August 25, 2024 4 min read Mathematics Statistics Insurance Probability Statistical Theorems Insurance Premiums Predictive Accuracy Risk Assessment

The Law of Large Numbers states that the greater the number of exposures, the more accurate the prediction of outcomes, less deviation from expected losses, and greater credibility of the prediction, a foundation for calculating insurance premiums.

The Law of Large Numbers (LLN) is a fundamental theorem in probability and statistics which asserts that as the size of a sample increases, the average of the sample values (mean) becomes increasingly close to the expected value. LLN underpins many practical applications, particularly in fields like insurance, finance, and risk management.

Mathematical Premise

Definition and Formula

The Law of Large Numbers can be mathematically defined as:

\lim_{n \to \infty} \frac{1}{n} \sum_{i=1}^{n} X_i = \mu

where \( X_i \) are independent, identically distributed random variables with expected value \( \mu \). As \( n \) approaches infinity, the sample mean \( \frac{1}{n} \sum_{i=1}^{n} X_i \) converges to the expected value \( \mu \).

Types of Law of Large Numbers

Weak Law of Large Numbers (WLLN)

The WLLN states that for a sufficiently large sample size, the sample mean will be close to the expected value in probability, i.e., \( \overline{X}_n \) converges in probability to \( \mu \).

Strong Law of Large Numbers (SLLN)

The SLLN states that the sample mean almost surely converges to the expected value as the number of trials approaches infinity. This almost sure convergence implies a stronger form of reliability in practical applications.

Applications in Insurance

Premium Calculation

The LLN forms the basis for calculating insurance premiums. Insurance companies rely on the principle that as the number of policyholders increases, the actual loss experience will converge to the expected losses, making the prediction of losses and setting of premiums more accurate.

Credibility Theory

In insurance, credibility refers to the degree of confidence in the prediction of future losses. As the number of exposures increases, credibility approaches one, meaning that the prediction is highly reliable.

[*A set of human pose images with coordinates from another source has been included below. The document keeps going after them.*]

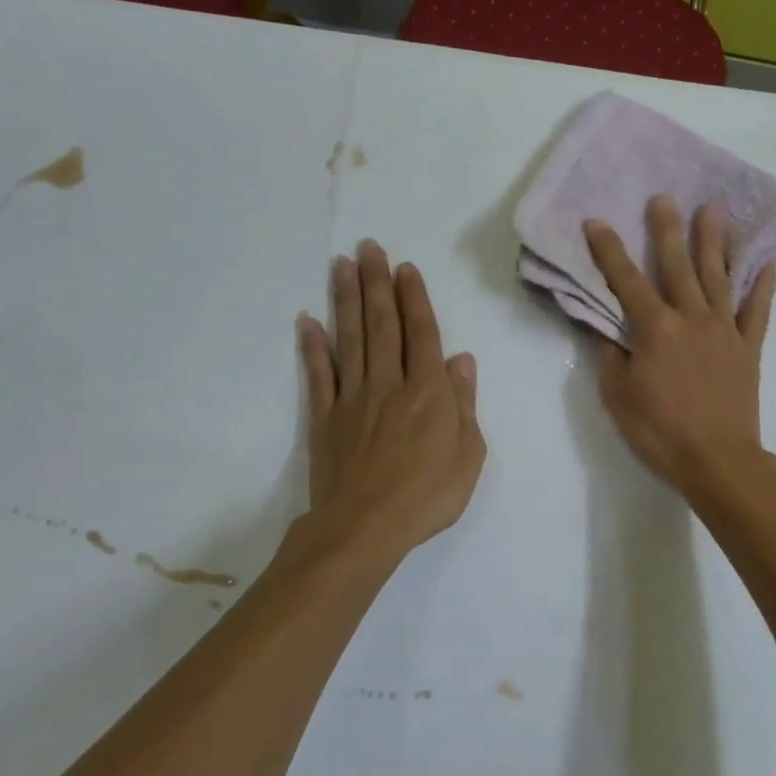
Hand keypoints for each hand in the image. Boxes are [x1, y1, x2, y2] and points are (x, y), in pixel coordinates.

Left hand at [296, 241, 485, 558]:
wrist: (365, 528)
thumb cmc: (428, 495)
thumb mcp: (468, 454)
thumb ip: (463, 403)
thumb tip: (460, 360)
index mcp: (428, 392)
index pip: (422, 334)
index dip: (415, 299)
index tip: (405, 268)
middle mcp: (389, 384)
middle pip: (382, 325)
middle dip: (377, 283)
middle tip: (369, 247)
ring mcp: (352, 399)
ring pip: (349, 339)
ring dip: (345, 300)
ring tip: (341, 265)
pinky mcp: (324, 418)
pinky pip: (318, 375)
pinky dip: (312, 346)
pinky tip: (307, 320)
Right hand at [584, 197, 775, 498]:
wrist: (718, 461)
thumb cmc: (660, 433)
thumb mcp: (618, 398)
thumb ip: (611, 358)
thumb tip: (607, 330)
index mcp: (655, 330)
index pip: (626, 281)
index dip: (609, 250)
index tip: (596, 222)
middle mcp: (692, 318)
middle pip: (677, 265)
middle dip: (667, 229)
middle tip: (665, 197)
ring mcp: (725, 330)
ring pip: (718, 276)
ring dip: (714, 241)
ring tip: (714, 209)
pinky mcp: (749, 347)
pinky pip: (758, 308)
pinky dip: (764, 283)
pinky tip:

Examples and Illustrations

Coin Toss Example

Consider the simple case of tossing a fair coin. The expected value for heads in a single toss is 0.5. As the number of coin tosses increases (e.g., 1,000 or 10,000), the proportion of heads will converge closer to 0.5.

Insurance Example

An insurance company predicts that 2% of policyholders will file a claim. If only 100 policies are sold, the variance from this prediction can be high. However, if 10,000 policies are sold, the actual percentage of claims will likely be very close to the predicted 2%.

Historical Context

The Law of Large Numbers was first formulated by the Swiss mathematician Jakob Bernoulli in the late 17th century and published posthumously in his work “Ars Conjectandi” in 1713. Bernoulli’s insight laid the groundwork for the development of modern probability theory and statistical inference.

Key Considerations

Independence and Distribution

For the LLN to hold, the random variables involved must be independent and identically distributed. Violations of these conditions can compromise the reliability of the results.

Practical Limits

While the LLN indicates convergence with large samples, it does not specify the number of trials required for a ’large’ sample, which depends on the variance of the underlying distribution.

Central Limit Theorem (CLT)

The CLT stipulates that the distribution of the sample mean will approach a normal distribution as the sample size grows, regardless of the original population distribution.

Law of Averages

The Law of Averages is a common misunderstanding that implies outcomes of random events will “even out” in the short term, which LLN does not support.

FAQs

How is the Law of Large Numbers used in finance?

In finance, the LLN helps in diversification whereby the risk of a portfolio is reduced as the number of assets in the portfolio increases. This is because the average return of a large number of assets tends to stabilize.

Is the Law of Large Numbers applicable to small sample sizes?

No, the LLN specifically applies to large sample sizes. Small samples may still exhibit significant deviation from the expected value due to higher variance.

Can the Law of Large Numbers be used to predict individual outcomes?

No, LLN cannot predict individual outcomes but rather the average outcome over a large number of trials.

References

Bernoulli, J. (1713). Ars Conjectandi. Basel.
Ross, S. (2010). A First Course in Probability. Pearson.
Feller, W. (1968). An Introduction to Probability Theory and Its Applications. Wiley.

Summary

The Law of Large Numbers is a pivotal concept in probability and statistics, emphasizing that as the number of trials or exposures increases, the average of the outcomes becomes more predictable and converges to the expected value. This principle is extensively used in various domains including insurance, finance, and risk management to ensure accurate predictions and risk assessments.